Source records:
···
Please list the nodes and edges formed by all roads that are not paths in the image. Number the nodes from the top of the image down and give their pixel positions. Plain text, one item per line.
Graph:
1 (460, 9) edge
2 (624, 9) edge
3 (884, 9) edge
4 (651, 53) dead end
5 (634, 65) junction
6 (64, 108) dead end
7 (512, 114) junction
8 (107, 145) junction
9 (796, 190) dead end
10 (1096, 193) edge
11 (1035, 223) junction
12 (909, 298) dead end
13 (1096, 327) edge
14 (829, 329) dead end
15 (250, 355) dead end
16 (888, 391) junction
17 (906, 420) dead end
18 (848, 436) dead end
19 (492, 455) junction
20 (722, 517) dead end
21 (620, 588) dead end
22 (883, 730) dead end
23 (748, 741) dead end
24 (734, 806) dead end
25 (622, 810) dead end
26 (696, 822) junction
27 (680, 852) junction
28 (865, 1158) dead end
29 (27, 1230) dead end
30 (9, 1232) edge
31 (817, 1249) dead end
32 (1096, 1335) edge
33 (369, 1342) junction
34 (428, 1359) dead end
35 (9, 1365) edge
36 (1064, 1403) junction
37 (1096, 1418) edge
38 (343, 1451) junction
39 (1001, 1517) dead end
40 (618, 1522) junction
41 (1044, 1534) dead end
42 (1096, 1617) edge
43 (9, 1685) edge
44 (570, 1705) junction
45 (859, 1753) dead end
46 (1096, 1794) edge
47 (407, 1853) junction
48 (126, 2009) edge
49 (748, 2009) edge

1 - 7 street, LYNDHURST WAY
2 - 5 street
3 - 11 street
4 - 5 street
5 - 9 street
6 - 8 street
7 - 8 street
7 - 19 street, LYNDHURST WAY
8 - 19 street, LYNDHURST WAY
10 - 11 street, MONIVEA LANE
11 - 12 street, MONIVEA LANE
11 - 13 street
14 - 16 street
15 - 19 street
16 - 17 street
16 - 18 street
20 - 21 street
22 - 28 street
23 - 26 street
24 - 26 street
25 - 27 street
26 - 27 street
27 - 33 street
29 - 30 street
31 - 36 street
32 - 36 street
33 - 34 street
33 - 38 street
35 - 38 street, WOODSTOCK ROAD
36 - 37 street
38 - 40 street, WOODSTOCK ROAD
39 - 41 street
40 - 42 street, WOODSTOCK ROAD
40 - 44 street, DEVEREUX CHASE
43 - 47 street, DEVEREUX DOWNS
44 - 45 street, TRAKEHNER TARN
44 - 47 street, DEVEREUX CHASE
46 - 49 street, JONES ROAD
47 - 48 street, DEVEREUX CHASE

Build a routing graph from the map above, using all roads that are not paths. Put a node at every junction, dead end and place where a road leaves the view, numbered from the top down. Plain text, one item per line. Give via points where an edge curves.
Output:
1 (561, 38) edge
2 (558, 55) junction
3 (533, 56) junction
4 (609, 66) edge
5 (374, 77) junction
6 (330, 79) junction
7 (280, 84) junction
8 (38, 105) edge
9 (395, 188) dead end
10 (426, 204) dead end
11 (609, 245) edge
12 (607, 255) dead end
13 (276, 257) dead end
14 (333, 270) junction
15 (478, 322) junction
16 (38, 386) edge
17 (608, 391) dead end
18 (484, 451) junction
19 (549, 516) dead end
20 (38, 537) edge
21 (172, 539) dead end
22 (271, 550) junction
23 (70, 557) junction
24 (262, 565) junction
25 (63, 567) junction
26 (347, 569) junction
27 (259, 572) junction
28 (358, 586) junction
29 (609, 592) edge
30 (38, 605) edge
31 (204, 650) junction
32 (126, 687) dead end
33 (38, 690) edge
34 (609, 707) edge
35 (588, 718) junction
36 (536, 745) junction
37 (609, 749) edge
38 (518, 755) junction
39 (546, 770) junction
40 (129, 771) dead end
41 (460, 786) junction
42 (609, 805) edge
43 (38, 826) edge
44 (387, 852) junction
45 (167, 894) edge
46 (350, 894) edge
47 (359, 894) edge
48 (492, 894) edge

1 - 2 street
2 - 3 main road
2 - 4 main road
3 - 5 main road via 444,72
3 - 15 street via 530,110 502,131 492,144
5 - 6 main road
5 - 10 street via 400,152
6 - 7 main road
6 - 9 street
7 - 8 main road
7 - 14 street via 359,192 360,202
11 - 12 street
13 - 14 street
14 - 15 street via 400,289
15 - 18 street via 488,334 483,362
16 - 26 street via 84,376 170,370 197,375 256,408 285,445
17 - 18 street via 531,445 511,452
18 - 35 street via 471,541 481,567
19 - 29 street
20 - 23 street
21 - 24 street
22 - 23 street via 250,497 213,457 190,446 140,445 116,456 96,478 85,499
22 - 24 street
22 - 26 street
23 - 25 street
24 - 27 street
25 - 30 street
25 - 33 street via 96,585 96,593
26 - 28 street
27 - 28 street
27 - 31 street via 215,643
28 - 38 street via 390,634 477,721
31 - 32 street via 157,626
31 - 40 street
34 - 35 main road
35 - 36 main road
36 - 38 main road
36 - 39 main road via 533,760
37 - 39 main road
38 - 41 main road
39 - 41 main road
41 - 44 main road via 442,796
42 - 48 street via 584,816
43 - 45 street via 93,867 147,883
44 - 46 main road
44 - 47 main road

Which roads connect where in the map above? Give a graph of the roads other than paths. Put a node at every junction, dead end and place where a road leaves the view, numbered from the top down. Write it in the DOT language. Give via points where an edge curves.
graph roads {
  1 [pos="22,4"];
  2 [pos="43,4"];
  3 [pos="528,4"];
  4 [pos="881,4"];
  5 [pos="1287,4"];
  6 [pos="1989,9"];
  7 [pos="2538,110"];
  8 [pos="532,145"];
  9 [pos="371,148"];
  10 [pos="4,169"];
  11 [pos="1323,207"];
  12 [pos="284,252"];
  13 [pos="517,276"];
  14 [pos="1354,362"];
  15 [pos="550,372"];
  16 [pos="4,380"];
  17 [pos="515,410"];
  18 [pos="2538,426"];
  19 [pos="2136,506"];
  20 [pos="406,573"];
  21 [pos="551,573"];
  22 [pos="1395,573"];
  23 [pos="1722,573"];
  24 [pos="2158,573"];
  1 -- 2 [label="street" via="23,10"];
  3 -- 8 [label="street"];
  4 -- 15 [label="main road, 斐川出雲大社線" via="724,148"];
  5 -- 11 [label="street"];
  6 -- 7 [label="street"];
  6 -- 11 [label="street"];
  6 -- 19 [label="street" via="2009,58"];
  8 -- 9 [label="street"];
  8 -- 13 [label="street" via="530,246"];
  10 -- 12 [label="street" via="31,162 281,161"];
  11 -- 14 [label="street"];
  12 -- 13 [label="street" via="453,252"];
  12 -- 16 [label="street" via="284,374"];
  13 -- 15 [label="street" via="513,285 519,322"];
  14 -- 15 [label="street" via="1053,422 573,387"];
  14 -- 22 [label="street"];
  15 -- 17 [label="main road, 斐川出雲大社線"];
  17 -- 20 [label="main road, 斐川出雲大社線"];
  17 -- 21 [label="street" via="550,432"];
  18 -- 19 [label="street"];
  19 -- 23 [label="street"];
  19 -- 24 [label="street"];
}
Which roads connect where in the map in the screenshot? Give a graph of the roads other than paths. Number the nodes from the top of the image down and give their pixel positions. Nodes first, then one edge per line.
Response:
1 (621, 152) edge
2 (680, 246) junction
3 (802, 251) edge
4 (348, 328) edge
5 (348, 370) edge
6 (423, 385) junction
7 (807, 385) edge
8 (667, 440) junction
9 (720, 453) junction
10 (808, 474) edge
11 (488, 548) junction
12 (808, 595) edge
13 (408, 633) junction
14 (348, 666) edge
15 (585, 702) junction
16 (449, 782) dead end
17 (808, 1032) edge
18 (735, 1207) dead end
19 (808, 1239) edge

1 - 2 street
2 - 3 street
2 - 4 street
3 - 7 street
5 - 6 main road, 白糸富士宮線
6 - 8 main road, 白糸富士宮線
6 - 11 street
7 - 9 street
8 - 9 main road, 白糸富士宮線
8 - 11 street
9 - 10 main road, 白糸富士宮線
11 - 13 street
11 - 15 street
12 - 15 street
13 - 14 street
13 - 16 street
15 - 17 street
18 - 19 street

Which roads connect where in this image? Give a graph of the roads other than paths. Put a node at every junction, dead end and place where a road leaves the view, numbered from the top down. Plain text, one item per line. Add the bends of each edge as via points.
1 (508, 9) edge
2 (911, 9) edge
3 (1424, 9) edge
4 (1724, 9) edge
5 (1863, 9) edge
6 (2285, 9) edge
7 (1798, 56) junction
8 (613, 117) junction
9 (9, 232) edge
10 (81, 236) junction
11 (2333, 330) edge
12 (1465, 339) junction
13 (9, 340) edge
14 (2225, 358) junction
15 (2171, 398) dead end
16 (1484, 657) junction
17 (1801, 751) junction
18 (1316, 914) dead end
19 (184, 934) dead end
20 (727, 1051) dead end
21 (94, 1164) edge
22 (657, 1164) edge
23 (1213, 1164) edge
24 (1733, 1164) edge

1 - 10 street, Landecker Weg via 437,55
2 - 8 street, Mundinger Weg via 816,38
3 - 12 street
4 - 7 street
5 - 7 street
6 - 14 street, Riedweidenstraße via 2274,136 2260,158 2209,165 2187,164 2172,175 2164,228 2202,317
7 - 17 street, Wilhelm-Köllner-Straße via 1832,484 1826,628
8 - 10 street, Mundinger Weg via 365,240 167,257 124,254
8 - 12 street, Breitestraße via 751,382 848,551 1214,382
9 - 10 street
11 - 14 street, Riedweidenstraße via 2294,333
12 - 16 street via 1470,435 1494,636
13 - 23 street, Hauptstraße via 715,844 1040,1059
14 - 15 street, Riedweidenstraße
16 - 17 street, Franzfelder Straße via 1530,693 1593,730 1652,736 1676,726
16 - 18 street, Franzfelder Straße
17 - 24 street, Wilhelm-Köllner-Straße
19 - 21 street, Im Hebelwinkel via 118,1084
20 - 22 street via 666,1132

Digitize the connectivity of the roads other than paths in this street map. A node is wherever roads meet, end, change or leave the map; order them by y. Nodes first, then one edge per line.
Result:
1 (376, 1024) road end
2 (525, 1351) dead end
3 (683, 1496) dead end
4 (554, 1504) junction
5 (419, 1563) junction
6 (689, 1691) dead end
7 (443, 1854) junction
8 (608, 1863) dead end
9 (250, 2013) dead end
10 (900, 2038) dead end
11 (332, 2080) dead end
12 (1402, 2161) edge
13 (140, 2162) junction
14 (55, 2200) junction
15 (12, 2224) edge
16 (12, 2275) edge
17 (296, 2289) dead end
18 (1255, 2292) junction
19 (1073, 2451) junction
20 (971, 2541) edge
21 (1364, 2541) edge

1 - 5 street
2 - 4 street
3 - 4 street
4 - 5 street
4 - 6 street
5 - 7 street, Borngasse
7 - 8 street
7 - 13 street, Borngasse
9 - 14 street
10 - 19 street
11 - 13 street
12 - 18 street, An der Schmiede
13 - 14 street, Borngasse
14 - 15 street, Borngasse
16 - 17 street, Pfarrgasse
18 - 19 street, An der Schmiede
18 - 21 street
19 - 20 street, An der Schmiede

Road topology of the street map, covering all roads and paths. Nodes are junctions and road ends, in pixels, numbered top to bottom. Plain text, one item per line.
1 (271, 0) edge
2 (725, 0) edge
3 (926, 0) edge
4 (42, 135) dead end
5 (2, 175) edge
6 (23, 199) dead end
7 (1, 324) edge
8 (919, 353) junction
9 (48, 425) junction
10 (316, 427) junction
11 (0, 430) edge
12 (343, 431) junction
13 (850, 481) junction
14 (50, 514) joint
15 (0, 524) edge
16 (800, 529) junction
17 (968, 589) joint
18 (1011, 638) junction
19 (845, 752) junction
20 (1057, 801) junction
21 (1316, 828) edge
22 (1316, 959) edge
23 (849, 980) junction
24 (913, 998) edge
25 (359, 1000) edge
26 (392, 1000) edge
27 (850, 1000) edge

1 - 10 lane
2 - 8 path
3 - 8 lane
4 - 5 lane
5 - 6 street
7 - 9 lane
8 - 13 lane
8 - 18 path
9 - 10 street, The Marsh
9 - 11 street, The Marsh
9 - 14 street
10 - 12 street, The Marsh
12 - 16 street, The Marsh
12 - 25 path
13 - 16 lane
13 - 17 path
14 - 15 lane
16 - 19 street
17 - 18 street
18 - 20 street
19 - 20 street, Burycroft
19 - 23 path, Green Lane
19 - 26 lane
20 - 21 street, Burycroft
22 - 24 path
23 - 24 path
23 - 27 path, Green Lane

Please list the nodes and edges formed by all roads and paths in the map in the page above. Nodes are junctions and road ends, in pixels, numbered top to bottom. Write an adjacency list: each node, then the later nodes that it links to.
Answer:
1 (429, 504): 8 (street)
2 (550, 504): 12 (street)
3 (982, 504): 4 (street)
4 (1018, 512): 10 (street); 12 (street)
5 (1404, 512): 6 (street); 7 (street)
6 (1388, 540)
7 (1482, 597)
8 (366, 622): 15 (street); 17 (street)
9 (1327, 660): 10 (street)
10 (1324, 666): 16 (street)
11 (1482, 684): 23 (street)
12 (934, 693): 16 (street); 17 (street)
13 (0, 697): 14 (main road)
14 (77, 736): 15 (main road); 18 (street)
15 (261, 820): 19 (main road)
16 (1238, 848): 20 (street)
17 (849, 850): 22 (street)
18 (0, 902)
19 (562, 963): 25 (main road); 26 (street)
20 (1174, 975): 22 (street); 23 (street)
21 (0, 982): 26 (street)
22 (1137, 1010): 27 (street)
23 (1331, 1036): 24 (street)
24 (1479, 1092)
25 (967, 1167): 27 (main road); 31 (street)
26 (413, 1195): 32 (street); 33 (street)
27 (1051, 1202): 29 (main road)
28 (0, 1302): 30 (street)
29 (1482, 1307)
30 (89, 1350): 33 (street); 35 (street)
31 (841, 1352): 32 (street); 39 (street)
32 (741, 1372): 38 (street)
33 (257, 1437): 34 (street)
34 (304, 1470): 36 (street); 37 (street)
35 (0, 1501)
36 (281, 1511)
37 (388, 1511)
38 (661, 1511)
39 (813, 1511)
···
What the exercise asks: Every line in the data above that contains the word "Schmiede" should be copied.

Response:
12 - 18 street, An der Schmiede
18 - 19 street, An der Schmiede
19 - 20 street, An der Schmiede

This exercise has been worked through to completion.